WORK INSTRUCTIONS — Your answer is a copy of every line in the records where "dead" appears.

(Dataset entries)
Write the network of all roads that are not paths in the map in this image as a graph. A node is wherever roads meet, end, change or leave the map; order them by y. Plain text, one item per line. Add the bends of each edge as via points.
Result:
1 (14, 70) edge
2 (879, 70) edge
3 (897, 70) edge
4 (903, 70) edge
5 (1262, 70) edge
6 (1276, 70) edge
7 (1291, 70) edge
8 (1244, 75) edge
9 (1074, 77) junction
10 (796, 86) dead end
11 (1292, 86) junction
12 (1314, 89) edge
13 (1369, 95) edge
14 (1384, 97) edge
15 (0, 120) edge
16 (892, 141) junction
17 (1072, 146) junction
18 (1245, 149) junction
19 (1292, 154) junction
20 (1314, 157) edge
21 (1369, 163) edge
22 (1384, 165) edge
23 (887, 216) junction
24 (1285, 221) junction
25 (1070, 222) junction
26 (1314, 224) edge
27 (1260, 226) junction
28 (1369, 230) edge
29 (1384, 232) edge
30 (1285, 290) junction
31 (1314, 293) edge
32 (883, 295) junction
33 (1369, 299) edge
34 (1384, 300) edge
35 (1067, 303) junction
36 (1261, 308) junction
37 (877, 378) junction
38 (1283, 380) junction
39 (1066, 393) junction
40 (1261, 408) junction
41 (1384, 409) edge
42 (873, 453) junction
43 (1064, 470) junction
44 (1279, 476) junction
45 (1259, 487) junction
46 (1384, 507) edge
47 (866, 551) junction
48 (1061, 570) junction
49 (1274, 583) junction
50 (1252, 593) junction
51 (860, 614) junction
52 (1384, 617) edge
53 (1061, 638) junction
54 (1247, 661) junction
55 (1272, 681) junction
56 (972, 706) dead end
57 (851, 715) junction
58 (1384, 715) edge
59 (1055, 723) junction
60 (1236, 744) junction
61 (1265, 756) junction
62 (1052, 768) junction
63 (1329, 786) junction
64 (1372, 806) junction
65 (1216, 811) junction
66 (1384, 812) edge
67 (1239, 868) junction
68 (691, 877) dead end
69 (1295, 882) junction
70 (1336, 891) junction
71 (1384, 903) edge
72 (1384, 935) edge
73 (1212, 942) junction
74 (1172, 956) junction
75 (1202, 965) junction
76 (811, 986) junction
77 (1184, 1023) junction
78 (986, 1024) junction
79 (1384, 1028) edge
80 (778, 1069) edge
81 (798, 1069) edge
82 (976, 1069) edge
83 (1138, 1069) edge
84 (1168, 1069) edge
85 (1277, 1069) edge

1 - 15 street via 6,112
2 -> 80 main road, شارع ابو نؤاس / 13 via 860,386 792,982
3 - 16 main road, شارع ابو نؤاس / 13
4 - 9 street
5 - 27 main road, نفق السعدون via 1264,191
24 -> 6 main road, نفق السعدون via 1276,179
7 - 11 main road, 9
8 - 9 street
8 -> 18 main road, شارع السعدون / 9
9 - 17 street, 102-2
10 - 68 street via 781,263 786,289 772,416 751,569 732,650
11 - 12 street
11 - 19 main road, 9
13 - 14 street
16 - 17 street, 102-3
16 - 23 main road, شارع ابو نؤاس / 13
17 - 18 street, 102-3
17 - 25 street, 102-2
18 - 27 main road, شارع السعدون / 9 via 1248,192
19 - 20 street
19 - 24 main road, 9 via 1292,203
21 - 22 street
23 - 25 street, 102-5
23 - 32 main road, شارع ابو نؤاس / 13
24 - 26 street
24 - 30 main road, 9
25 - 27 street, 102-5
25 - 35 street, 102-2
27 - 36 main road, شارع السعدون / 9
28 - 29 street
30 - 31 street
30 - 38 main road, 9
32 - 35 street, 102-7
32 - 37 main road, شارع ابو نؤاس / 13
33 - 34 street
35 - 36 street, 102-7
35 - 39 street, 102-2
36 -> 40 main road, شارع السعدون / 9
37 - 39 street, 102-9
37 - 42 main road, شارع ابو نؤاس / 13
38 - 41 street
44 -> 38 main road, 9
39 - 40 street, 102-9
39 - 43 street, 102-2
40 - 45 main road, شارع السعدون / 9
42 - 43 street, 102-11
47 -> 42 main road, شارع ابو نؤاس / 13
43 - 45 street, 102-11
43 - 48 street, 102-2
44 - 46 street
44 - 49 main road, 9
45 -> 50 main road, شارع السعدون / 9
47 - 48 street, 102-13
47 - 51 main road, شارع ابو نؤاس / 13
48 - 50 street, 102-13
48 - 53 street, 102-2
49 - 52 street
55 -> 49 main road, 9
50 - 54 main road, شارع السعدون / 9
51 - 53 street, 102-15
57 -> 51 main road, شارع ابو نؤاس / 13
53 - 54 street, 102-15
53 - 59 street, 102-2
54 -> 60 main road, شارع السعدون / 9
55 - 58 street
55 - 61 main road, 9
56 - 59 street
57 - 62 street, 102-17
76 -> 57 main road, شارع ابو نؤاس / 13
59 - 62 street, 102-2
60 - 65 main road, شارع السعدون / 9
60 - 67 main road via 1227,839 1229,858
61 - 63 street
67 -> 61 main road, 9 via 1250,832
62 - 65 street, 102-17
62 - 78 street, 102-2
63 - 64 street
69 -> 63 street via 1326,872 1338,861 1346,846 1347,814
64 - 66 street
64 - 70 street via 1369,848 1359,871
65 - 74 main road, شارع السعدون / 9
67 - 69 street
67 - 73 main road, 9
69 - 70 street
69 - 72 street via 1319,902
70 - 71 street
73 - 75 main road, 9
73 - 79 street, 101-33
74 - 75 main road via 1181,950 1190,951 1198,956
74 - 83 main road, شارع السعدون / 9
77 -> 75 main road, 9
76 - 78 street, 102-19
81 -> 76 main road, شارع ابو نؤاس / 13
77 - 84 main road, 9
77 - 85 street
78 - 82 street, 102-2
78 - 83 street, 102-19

TASK SOLUTION —
10 (796, 86) dead end
56 (972, 706) dead end
68 (691, 877) dead end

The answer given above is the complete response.